- Your instructions -
Below are the records; locate each line with the word "Majakovského" and copy it.

- Dataset -
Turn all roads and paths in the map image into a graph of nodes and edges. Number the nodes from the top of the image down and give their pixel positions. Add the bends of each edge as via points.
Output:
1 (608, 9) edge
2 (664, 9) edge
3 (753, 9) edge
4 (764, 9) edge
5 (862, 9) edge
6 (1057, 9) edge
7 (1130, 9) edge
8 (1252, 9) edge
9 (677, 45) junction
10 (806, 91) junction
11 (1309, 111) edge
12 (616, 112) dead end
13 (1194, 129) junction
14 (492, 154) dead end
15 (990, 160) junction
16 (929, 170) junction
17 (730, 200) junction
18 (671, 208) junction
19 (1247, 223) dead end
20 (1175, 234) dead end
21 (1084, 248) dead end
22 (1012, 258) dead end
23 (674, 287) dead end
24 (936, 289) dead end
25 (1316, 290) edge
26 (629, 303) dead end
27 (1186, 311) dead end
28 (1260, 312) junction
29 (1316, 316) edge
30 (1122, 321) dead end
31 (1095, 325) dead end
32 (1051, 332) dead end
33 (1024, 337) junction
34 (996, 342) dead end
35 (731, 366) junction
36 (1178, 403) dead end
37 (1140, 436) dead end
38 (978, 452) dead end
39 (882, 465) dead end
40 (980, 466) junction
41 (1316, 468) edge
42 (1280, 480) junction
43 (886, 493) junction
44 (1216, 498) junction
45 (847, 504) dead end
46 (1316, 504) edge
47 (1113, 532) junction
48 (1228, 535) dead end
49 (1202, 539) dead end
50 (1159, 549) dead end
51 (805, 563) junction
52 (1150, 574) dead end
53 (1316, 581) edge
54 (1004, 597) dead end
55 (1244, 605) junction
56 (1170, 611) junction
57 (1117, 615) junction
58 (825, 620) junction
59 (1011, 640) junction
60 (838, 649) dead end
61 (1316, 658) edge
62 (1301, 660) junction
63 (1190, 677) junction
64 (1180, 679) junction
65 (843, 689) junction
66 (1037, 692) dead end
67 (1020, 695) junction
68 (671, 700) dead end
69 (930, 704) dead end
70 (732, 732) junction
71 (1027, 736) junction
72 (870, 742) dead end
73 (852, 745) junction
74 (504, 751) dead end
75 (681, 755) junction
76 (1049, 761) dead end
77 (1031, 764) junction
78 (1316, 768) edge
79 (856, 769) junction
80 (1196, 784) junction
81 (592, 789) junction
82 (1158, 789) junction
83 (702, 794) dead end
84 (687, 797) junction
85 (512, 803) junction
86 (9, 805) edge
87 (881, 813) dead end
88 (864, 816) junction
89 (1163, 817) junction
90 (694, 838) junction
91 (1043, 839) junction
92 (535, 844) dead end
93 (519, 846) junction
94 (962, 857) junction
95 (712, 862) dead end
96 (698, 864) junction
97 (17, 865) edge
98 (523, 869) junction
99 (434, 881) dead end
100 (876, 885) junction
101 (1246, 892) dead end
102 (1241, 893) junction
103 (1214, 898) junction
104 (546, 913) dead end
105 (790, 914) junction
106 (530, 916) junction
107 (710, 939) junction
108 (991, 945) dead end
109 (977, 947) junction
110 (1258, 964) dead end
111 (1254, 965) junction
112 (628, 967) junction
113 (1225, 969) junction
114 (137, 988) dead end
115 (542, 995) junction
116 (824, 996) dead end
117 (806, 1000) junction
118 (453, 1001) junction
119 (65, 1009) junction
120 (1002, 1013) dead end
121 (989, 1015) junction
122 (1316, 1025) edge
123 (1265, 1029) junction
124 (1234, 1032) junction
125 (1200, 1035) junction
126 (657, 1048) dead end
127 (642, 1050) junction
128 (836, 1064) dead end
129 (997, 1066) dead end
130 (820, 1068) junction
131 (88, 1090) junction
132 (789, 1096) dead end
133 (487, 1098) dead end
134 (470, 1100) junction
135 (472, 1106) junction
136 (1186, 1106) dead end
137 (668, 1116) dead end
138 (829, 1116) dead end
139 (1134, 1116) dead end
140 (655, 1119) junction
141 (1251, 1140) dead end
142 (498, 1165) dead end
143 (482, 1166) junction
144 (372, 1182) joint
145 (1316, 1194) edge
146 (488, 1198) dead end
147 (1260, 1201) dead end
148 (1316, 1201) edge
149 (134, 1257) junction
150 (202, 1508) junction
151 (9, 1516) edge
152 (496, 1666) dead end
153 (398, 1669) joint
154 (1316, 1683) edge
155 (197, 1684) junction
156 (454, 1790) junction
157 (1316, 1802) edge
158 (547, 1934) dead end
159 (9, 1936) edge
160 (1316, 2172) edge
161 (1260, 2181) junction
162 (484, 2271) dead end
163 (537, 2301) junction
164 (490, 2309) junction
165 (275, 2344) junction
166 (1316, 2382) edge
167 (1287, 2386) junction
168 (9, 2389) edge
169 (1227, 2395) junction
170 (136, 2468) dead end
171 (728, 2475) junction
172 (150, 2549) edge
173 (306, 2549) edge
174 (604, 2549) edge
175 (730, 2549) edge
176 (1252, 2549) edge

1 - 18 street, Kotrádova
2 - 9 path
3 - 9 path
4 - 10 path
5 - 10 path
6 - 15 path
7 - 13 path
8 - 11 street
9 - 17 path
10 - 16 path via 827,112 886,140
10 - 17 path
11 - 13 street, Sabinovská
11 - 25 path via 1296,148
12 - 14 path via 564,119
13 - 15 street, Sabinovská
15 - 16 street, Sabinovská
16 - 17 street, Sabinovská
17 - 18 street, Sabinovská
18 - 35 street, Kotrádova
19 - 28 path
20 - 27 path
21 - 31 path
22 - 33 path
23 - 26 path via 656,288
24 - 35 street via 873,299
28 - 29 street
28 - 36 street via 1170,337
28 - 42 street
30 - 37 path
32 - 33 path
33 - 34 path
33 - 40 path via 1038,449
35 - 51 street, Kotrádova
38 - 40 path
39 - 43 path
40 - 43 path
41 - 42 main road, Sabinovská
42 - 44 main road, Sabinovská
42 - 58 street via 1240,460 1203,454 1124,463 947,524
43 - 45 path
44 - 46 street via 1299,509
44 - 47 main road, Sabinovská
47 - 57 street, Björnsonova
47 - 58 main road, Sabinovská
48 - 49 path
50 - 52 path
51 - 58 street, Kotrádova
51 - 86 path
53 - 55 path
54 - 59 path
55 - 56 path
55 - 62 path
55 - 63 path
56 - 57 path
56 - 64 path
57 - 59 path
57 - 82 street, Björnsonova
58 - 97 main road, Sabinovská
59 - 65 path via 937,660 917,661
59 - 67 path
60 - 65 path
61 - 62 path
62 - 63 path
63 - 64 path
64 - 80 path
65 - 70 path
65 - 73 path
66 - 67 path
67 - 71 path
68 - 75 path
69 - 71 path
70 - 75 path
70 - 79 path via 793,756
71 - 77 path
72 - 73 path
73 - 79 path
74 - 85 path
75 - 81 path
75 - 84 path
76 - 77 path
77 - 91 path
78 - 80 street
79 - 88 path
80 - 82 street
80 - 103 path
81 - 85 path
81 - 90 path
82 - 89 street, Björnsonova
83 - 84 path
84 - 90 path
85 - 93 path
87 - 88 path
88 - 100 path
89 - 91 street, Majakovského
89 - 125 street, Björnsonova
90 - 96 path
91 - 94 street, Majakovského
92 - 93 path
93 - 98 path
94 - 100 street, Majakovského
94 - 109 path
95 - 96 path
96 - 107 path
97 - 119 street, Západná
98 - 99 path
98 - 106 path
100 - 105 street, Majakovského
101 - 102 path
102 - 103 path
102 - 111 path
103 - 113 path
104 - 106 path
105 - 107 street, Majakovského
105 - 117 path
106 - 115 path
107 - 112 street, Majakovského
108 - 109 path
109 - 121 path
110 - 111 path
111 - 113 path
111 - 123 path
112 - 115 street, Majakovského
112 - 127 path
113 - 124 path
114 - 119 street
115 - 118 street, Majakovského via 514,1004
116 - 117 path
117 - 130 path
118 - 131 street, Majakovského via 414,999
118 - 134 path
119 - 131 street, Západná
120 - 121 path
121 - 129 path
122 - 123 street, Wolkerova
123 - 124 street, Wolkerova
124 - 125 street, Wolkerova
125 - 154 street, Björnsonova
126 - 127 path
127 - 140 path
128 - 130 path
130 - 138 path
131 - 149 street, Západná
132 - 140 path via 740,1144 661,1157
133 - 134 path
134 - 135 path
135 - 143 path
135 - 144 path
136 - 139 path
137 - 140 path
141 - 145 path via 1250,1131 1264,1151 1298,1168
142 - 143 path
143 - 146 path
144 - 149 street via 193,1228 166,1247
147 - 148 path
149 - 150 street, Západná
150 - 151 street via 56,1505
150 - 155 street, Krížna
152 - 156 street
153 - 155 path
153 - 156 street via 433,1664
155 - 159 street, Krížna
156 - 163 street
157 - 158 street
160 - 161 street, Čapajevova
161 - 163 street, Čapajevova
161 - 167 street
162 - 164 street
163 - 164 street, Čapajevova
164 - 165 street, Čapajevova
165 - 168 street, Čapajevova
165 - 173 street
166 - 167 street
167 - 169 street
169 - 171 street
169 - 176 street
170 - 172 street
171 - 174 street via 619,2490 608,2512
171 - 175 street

- Written solution -
89 - 91 street, Majakovského
91 - 94 street, Majakovského
94 - 100 street, Majakovského
100 - 105 street, Majakovského
105 - 107 street, Majakovského
107 - 112 street, Majakovského
112 - 115 street, Majakovského
115 - 118 street, Majakovského via 514,1004
118 - 131 street, Majakovského via 414,999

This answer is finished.